Effect sizesBMJ 2012; 345 doi: http://dx.doi.org/10.1136/bmj.e7370 (Published 05 November 2012) Cite this as: BMJ 2012;345:e7370
- Philip Sedgwick, reader in medical statistics and medical education
- 1Centre for Medical and Healthcare Education, St George’s, University of London, Tooting, London, UK
Researchers assessed the effectiveness of an intervention designed to improve the mother-infant relationship and the security of infants in their attachment with their mother. A randomised controlled trial study design was used. Participants were pregnant women in a South African peri-urban settlement with adverse socioeconomic circumstances. The intervention, support and guidance in parenting, was delivered from late pregnancy and for six months post partum by community workers. Women in the control group received no therapeutic input.1
The main outcome measures included the quality of mother-infant interactions at six months post partum, as measured by the parent/caregiver involvement scale. The scale measured the responses of the mother to her infant’s needs and initiations—in particular, maternal sensitivity and intrusiveness. The intervention was associated with significant benefit to the mother-infant relationship.
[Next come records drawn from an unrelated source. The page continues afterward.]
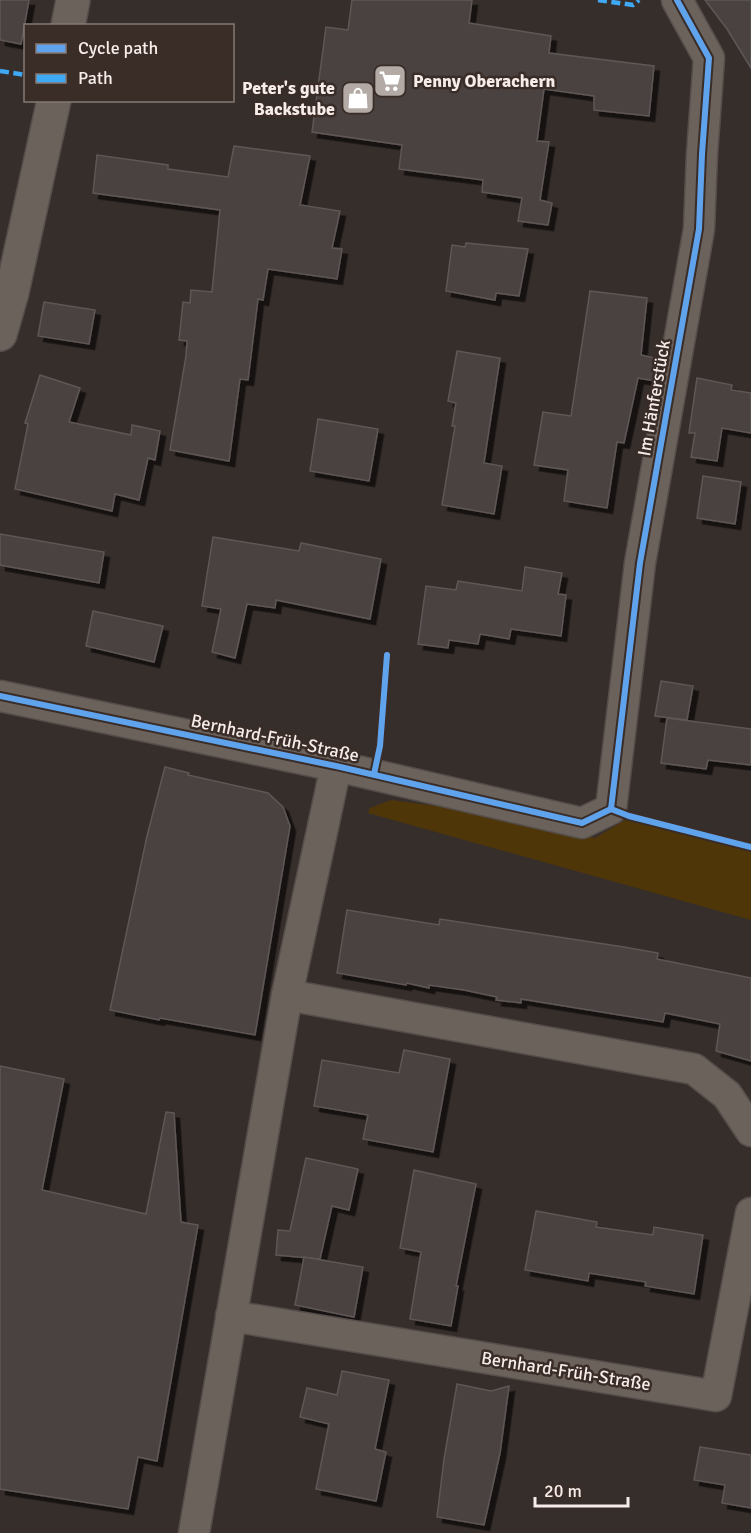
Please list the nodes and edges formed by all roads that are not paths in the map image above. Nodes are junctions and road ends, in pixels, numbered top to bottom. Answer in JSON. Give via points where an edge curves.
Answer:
{"nodes":[{"id":1,"x":73,"y":0,"type":"edge"},
{"id":2,"x":677,"y":0,"type":"edge"},
{"id":3,"x":68,"y":24,"type":"edge"},
{"id":4,"x":54,"y":102,"type":"edge"},
{"id":5,"x":6,"y":292,"type":"edge"},
{"id":6,"x":0,"y":334,"type":"edge"},
{"id":7,"x":0,"y":696,"type":"edge"},
{"id":8,"x":336,"y":766,"type":"junction"},
{"id":9,"x":611,"y":809,"type":"joint"},
{"id":10,"x":286,"y":995,"type":"junction"},
{"id":11,"x":751,"y":1131,"type":"edge"},
{"id":12,"x":751,"y":1213,"type":"edge"},
{"id":13,"x":231,"y":1316,"type":"junction"},
{"id":14,"x":194,"y":1533,"type":"edge"}],
"edges":[{"from":1,"to":3,"type":"street"},
{"from":2,"to":9,"type":"street","name":"Im Hänferstück","via":[[709,58],[699,229],[640,563]]},
{"from":4,"to":5,"type":"street"},
{"from":5,"to":6,"type":"street"},
{"from":7,"to":8,"type":"street","name":"Bernhard-Früh-Straße"},
{"from":8,"to":9,"type":"street","name":"Bernhard-Früh-Straße","via":[[582,823]]},
{"from":8,"to":10,"type":"street","name":"Bernhard-Früh-Straße"},
{"from":10,"to":11,"type":"street","via":[[694,1069],[727,1095]]},
{"from":10,"to":13,"type":"street","name":"Bernhard-Früh-Straße"},
{"from":12,"to":13,"type":"street","name":"Bernhard-Früh-Straße","via":[[716,1396]]},
{"from":13,"to":14,"type":"street","name":"Bernhard-Früh-Straße"}]}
At six months post partum, compared with the controls, the intervention group were significantly more sensitive (mean difference 0.77 (SD 0.37), P<0.05, effect size d=0.24) and less intrusive (mean difference 0.68 (SD 0.36), P<0.05, effect size d=0.26) in their interactions with their infants.
Which of the following statements, if any, are true?
a) Effect sizes are always positive in value.
b) Effect sizes are measured on the same scale as the outcome measure.
c) Effect sizes allow a direct comparison of different interventions on the same outcome.